# Data listing:
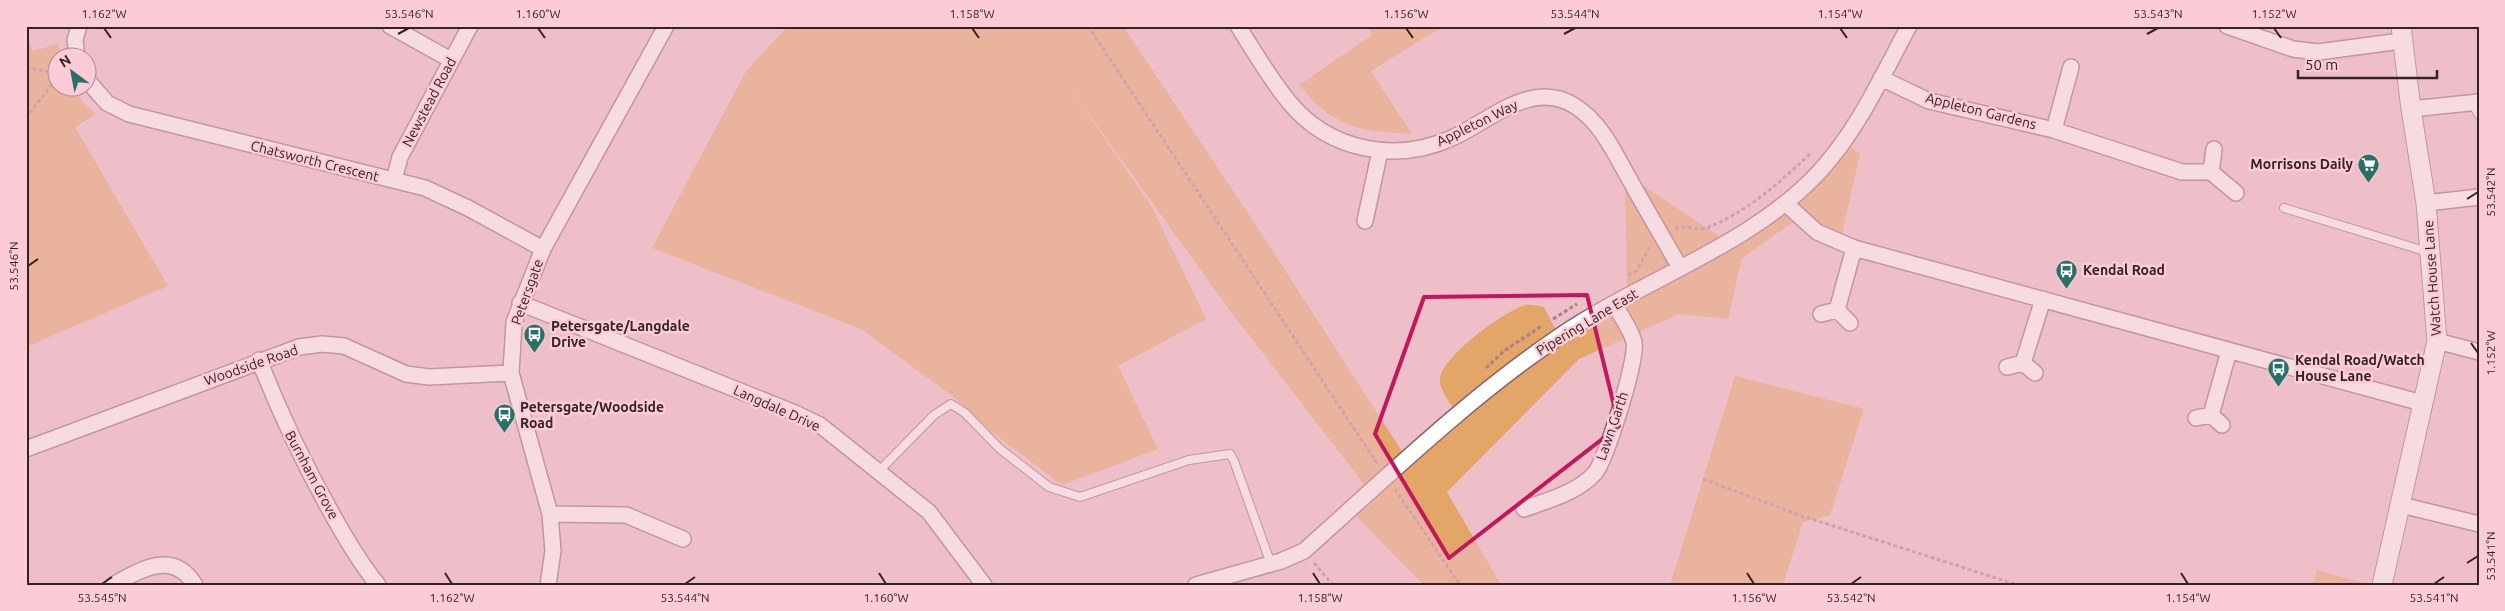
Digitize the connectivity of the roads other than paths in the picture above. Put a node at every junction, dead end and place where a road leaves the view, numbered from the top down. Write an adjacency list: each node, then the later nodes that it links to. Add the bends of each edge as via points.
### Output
1 (79, 26): 9 (street)
2 (390, 26): 10 (street)
3 (470, 26): 10 (street, Newstead Road)
4 (666, 26): 28 (street, Petersgate)
5 (1238, 26): 18 (street, Appleton Way, via 1289,102 1310,122 1353,146)
6 (1909, 26): 12 (street, Pipering Lane East)
7 (2227, 26): 8 (street, via 2293,49 2318,52)
8 (2401, 33): 15 (street, Watch House Lane)
9 (76, 48)
10 (451, 60): 20 (street, Newstead Road, via 400,157)
11 (2071, 68): 16 (street, Appleton Gardens)
12 (1881, 78): 16 (street, Appleton Gardens, via 1929,100); 23 (street, Pipering Lane East, via 1844,141 1818,173)
13 (98, 93): 20 (street, Chatsworth Crescent, via 107,103 129,114)
14 (2477, 107): 15 (street)
15 (2410, 110): 24 (street, Watch House Lane)
16 (2054, 130): 19 (street, Appleton Gardens, via 2182,172)
17 (2214, 149): 19 (street)
18 (1380, 151): 26 (street); 30 (street, Appleton Way, via 1435,145 1526,99 1547,97 1561,100 1590,117 1607,141)
19 (2211, 172): 21 (street)
20 (394, 180): 28 (street, Chatsworth Crescent, via 425,188)
21 (2236, 193)
22 (2479, 197): 24 (street)
23 (1785, 203): 27 (street, via 1817,232); 30 (street, Pipering Lane East)
24 (2426, 203): 29 (street, Watch House Lane)
25 (2284, 208): 29 (lane)
26 (1364, 221)
27 (1854, 248): 31 (street); 34 (street)
28 (543, 249): 32 (street, Petersgate)
29 (2430, 253): 37 (street, Watch House Lane)
30 (1680, 268): 33 (street, Pipering Lane East)
31 (2043, 299): 38 (street); 41 (street, via 2029,368)
32 (520, 303): 42 (street, Petersgate, via 513,330); 46 (street, Langdale Drive, via 795,413 820,425)
33 (1614, 304): 48 (street, Lawn Garth, via 1634,342 1634,361 1604,454 1595,472 1582,484); 52 (street, Pipering Lane East, via 1559,336 1510,372 1304,551)
34 (1836, 310): 35 (street); 36 (street)
35 (1821, 314)
36 (1850, 323)
37 (2437, 341): 39 (street); 43 (street, Watch House Lane)
38 (2229, 351): 43 (street); 44 (street, via 2217,420)
39 (2479, 352)
40 (259, 360): 42 (street, Woodside Road, via 298,346 322,344 344,346 406,374); 45 (street, Woodside Road); 55 (street, Burnham Grove, via 311,476 346,539)
41 (2007, 366)
42 (512, 373): 49 (street, Petersgate)
43 (2422, 403): 47 (street, Watch House Lane)
44 (2196, 418)
45 (26, 450)
46 (879, 471): 52 (lane, via 934,414 951,404 1050,487 1080,497 1189,460 1230,454); 57 (street, Langdale Drive, via 929,512)
47 (2401, 505): 50 (street); 59 (street, Watch House Lane)
48 (1524, 509)
49 (550, 514): 51 (street, via 626,515); 56 (street, Petersgate, via 553,551)
50 (2479, 524)
51 (683, 539)
52 (1271, 564): 58 (street, Pipering Lane East)
53 (113, 585): 54 (street, via 144,568 159,564 182,570)
54 (195, 585)
55 (378, 585)
56 (548, 585)
57 (984, 585)
58 (1196, 585)
59 (2382, 585)

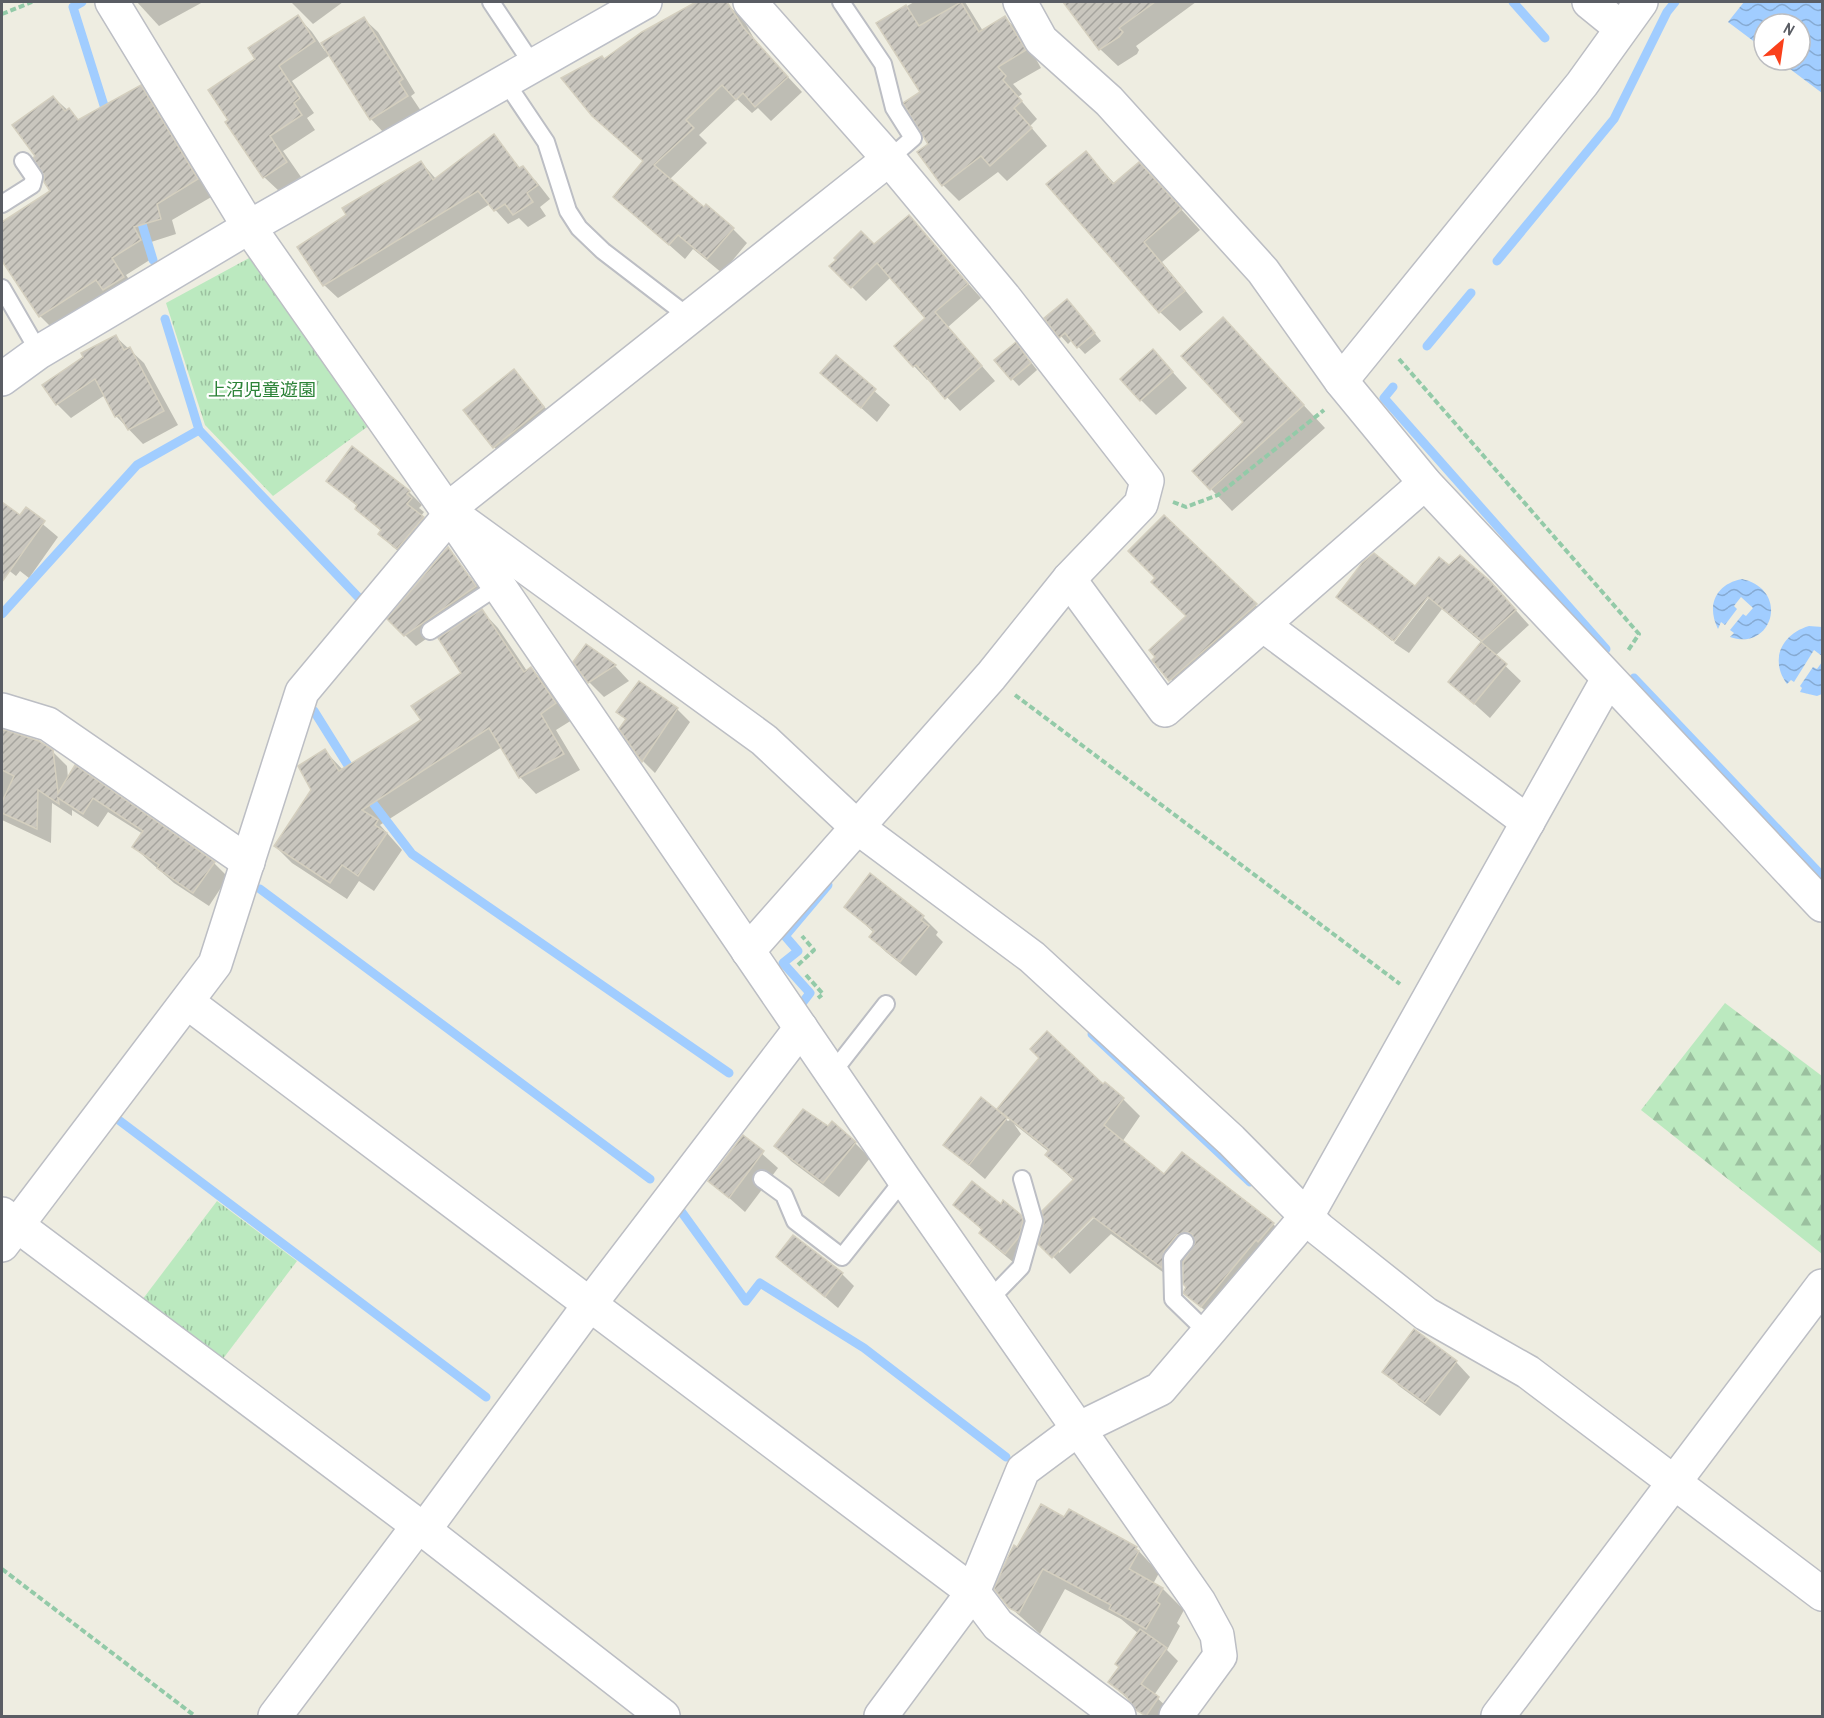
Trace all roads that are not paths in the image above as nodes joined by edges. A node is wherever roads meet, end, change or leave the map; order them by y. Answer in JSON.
{"nodes":[{"id":1,"x":112,"y":2,"type":"edge"},
{"id":2,"x":491,"y":2,"type":"edge"},
{"id":3,"x":645,"y":2,"type":"edge"},
{"id":4,"x":750,"y":2,"type":"edge"},
{"id":5,"x":841,"y":2,"type":"edge"},
{"id":6,"x":1589,"y":2,"type":"edge"},
{"id":7,"x":1641,"y":2,"type":"edge"},
{"id":8,"x":1028,"y":5,"type":"edge"},
{"id":9,"x":1621,"y":28,"type":"junction"},
{"id":10,"x":519,"y":73,"type":"junction"},
{"id":11,"x":889,"y":159,"type":"junction"},
{"id":12,"x":23,"y":161,"type":"dead end"},
{"id":13,"x":2,"y":204,"type":"edge"},
{"id":14,"x":249,"y":227,"type":"junction"},
{"id":15,"x":2,"y":288,"type":"edge"},
{"id":16,"x":690,"y":317,"type":"junction"},
{"id":17,"x":39,"y":352,"type":"junction"},
{"id":18,"x":2,"y":379,"type":"edge"},
{"id":19,"x":1344,"y":386,"type":"junction"},
{"id":20,"x":1425,"y":483,"type":"junction"},
{"id":21,"x":448,"y":513,"type":"junction"},
{"id":22,"x":1069,"y":579,"type":"junction"},
{"id":23,"x":498,"y":586,"type":"junction"},
{"id":24,"x":1263,"y":625,"type":"junction"},
{"id":25,"x":430,"y":631,"type":"dead end"},
{"id":26,"x":1608,"y":679,"type":"junction"},
{"id":27,"x":2,"y":710,"type":"edge"},
{"id":28,"x":1528,"y":822,"type":"junction"},
{"id":29,"x":857,"y":827,"type":"junction"},
{"id":30,"x":248,"y":862,"type":"junction"},
{"id":31,"x":1822,"y":905,"type":"edge"},
{"id":32,"x":748,"y":951,"type":"junction"},
{"id":33,"x":186,"y":1002,"type":"junction"},
{"id":34,"x":886,"y":1004,"type":"dead end"},
{"id":35,"x":798,"y":1024,"type":"junction"},
{"id":36,"x":832,"y":1073,"type":"junction"},
{"id":37,"x":762,"y":1179,"type":"dead end"},
{"id":38,"x":904,"y":1179,"type":"junction"},
{"id":39,"x":1022,"y":1179,"type":"dead end"},
{"id":40,"x":1307,"y":1216,"type":"junction"},
{"id":41,"x":6,"y":1228,"type":"edge"},
{"id":42,"x":1185,"y":1242,"type":"dead end"},
{"id":43,"x":1822,"y":1286,"type":"edge"},
{"id":44,"x":988,"y":1300,"type":"junction"},
{"id":45,"x":590,"y":1304,"type":"junction"},
{"id":46,"x":1208,"y":1333,"type":"junction"},
{"id":47,"x":1078,"y":1429,"type":"junction"},
{"id":48,"x":1675,"y":1482,"type":"junction"},
{"id":49,"x":421,"y":1528,"type":"junction"},
{"id":50,"x":973,"y":1592,"type":"junction"},
{"id":51,"x":1822,"y":1594,"type":"edge"},
{"id":52,"x":275,"y":1716,"type":"edge"},
{"id":53,"x":663,"y":1716,"type":"edge"},
{"id":54,"x":881,"y":1716,"type":"edge"},
{"id":55,"x":1119,"y":1716,"type":"edge"},
{"id":56,"x":1176,"y":1716,"type":"edge"},
{"id":57,"x":1498,"y":1716,"type":"edge"}],
"edges":[{"from":1,"to":14,"type":"street"},
{"from":2,"to":10,"type":"lane"},
{"from":3,"to":10,"type":"street"},
{"from":4,"to":11,"type":"street"},
{"from":5,"to":11,"type":"lane"},
{"from":6,"to":9,"type":"street"},
{"from":7,"to":9,"type":"street"},
{"from":8,"to":19,"type":"street"},
{"from":9,"to":19,"type":"street"},
{"from":10,"to":14,"type":"street"},
{"from":10,"to":16,"type":"lane"},
{"from":11,"to":16,"type":"street"},
{"from":11,"to":22,"type":"street"},
{"from":12,"to":13,"type":"lane"},
{"from":14,"to":17,"type":"street"},
{"from":14,"to":21,"type":"street"},
{"from":15,"to":17,"type":"lane"},
{"from":16,"to":21,"type":"street"},
{"from":17,"to":18,"type":"street"},
{"from":19,"to":20,"type":"street"},
{"from":20,"to":24,"type":"street"},
{"from":20,"to":26,"type":"street"},
{"from":21,"to":23,"type":"street"},
{"from":21,"to":29,"type":"street"},
{"from":21,"to":30,"type":"street"},
{"from":22,"to":24,"type":"street"},
{"from":22,"to":29,"type":"street"},
{"from":23,"to":25,"type":"lane"},
{"from":23,"to":32,"type":"street"},
{"from":24,"to":28,"type":"street"},
{"from":26,"to":28,"type":"street"},
{"from":26,"to":31,"type":"street"},
{"from":27,"to":30,"type":"street"},
{"from":28,"to":40,"type":"street"},
{"from":29,"to":32,"type":"street"},
{"from":29,"to":40,"type":"street"},
{"from":30,"to":33,"type":"street"},
{"from":32,"to":35,"type":"street"},
{"from":33,"to":41,"type":"street"},
{"from":33,"to":45,"type":"street"},
{"from":34,"to":36,"type":"lane"},
{"from":35,"to":36,"type":"street"},
{"from":35,"to":45,"type":"street"},
{"from":36,"to":38,"type":"street"},
{"from":37,"to":38,"type":"lane"},
{"from":38,"to":44,"type":"street"},
{"from":39,"to":44,"type":"lane"},
{"from":40,"to":46,"type":"street"},
{"from":40,"to":48,"type":"street"},
{"from":41,"to":49,"type":"street"},
{"from":42,"to":46,"type":"lane"},
{"from":43,"to":48,"type":"street"},
{"from":44,"to":47,"type":"street"},
{"from":45,"to":49,"type":"street"},
{"from":45,"to":50,"type":"street"},
{"from":46,"to":47,"type":"street"},
{"from":47,"to":50,"type":"street"},
{"from":47,"to":56,"type":"street"},
{"from":48,"to":51,"type":"street"},
{"from":48,"to":57,"type":"street"},
{"from":49,"to":52,"type":"street"},
{"from":49,"to":53,"type":"street"},
{"from":50,"to":54,"type":"street"},
{"from":50,"to":55,"type":"street"}]}
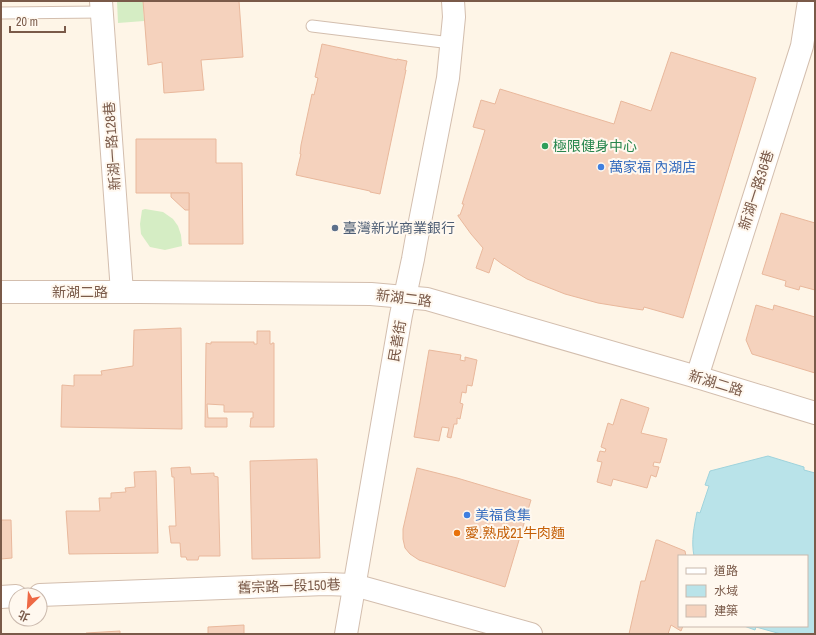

# Task details:
Could you copy every line in the records that holds "Gardens"?

# Answer space:
11 (2071, 68): 16 (street, Appleton Gardens)
12 (1881, 78): 16 (street, Appleton Gardens, via 1929,100); 23 (street, Pipering Lane East, via 1844,141 1818,173)
16 (2054, 130): 19 (street, Appleton Gardens, via 2182,172)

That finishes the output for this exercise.